I would be VERY reticent to put any faith in google voice at this point. The product has been severely neglected by Google and just FEELS like something they're going to kill off one day. Then you'll be left to scramble because you need to update your phone number on all of these sites so that you can still access your accounts.

Good luck.

[beyou]

Look at Anveo which seems to have web based incoming sms for $0.01/txt. Can test with your websites without any monthly fees. There are upgrades with monthly but a basic service with only the penny/text fee. Don’t know that this is any better than GV in terms of widespread acceptance.

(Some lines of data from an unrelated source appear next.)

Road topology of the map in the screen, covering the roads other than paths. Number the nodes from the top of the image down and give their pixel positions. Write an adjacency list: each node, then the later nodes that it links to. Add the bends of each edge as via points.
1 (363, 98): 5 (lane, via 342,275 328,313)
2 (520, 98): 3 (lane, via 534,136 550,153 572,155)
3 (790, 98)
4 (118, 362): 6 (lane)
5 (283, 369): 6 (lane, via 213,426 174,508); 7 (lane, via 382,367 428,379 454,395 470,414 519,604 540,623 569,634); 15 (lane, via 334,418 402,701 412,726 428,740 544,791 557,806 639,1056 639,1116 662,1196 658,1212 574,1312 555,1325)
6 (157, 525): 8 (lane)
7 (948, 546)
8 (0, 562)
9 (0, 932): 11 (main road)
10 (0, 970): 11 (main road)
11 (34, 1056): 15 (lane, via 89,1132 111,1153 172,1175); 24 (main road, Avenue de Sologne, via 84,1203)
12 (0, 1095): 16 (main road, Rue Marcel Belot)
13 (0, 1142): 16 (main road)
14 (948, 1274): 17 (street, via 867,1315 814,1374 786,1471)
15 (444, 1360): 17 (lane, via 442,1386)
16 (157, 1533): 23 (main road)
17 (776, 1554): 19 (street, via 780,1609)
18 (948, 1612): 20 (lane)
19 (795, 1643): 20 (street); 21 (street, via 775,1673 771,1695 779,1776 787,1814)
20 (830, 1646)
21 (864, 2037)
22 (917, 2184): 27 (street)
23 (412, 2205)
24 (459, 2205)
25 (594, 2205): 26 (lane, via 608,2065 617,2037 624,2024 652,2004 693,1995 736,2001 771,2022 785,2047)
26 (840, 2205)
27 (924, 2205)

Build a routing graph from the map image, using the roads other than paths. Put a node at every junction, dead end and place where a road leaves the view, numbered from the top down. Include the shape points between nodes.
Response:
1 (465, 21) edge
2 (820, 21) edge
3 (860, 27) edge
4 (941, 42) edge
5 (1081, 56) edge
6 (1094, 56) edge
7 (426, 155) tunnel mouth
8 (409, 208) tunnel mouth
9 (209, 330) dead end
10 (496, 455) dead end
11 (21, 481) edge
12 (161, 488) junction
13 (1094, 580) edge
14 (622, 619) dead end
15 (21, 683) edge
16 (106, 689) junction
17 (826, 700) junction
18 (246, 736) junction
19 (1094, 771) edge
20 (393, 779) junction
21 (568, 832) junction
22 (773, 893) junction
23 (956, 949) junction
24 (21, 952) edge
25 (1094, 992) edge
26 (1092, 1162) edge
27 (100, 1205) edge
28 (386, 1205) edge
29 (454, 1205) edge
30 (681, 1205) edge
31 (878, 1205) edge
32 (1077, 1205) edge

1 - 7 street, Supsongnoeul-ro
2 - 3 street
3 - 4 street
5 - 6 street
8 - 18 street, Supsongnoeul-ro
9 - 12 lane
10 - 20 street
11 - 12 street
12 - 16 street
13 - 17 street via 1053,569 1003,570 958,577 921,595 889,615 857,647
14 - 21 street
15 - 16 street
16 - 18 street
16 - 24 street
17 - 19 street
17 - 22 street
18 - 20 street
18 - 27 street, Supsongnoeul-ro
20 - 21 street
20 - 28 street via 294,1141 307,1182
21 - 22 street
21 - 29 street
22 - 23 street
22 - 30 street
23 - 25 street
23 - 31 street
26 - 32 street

https://www.anveo.com/consumer/service.asp

A burner phone with US number and prepaid to keep cost down seems like a good alternative if Anveo or GV does not work for your particular providers. Have only found a
handful that would not allow GV.

[freedom66]

Although Google Voice is currently able to receive 2FA codes from Vanguard (either text or voice works), there is also another option for receiving 2FA codes when out of the U.S.:

Vanguard recently introduced the ability to add a secondary phone number to send a 2FA code, and the number can be a foreign number. A little problem is that you are usually already out of the country before you buy a foreign-carrier SIM card. To get around this:

- you can call Vanguard to disable the 2FA requirement before you travel, then you would be able to log on and put in your foreign number as soon as you get it and enable the 2FA requirement.

- if Vanguard recognizes your device then you will not need a 2FA code....but you may or may not want this when you are out of the country.

[nalor511]

Anyone else notice GV not working today? Wonder if just a blip or they changed something. Site says sent but GV message never appears.

Yes it's been a little iffy for me Tues/wed for 2fa

I do not know why, or if I've missed other messages. It's not delayed, they just never come in. I have another line as backup, which worked, so I assume it's GV with the issue

[skis4hire]

very few online services appear to support TOTP as an authentication option

Which ones are you concerned about?
I only care to use 2FA for financial institutions and primary identity/email, I haven't run into a financial institution that doesn't offer non-SMS 2FA including my credit union.
Anything else you're probably fine with a password manager.

Also, for TOTP, look into something like yubico keys for a physical backup.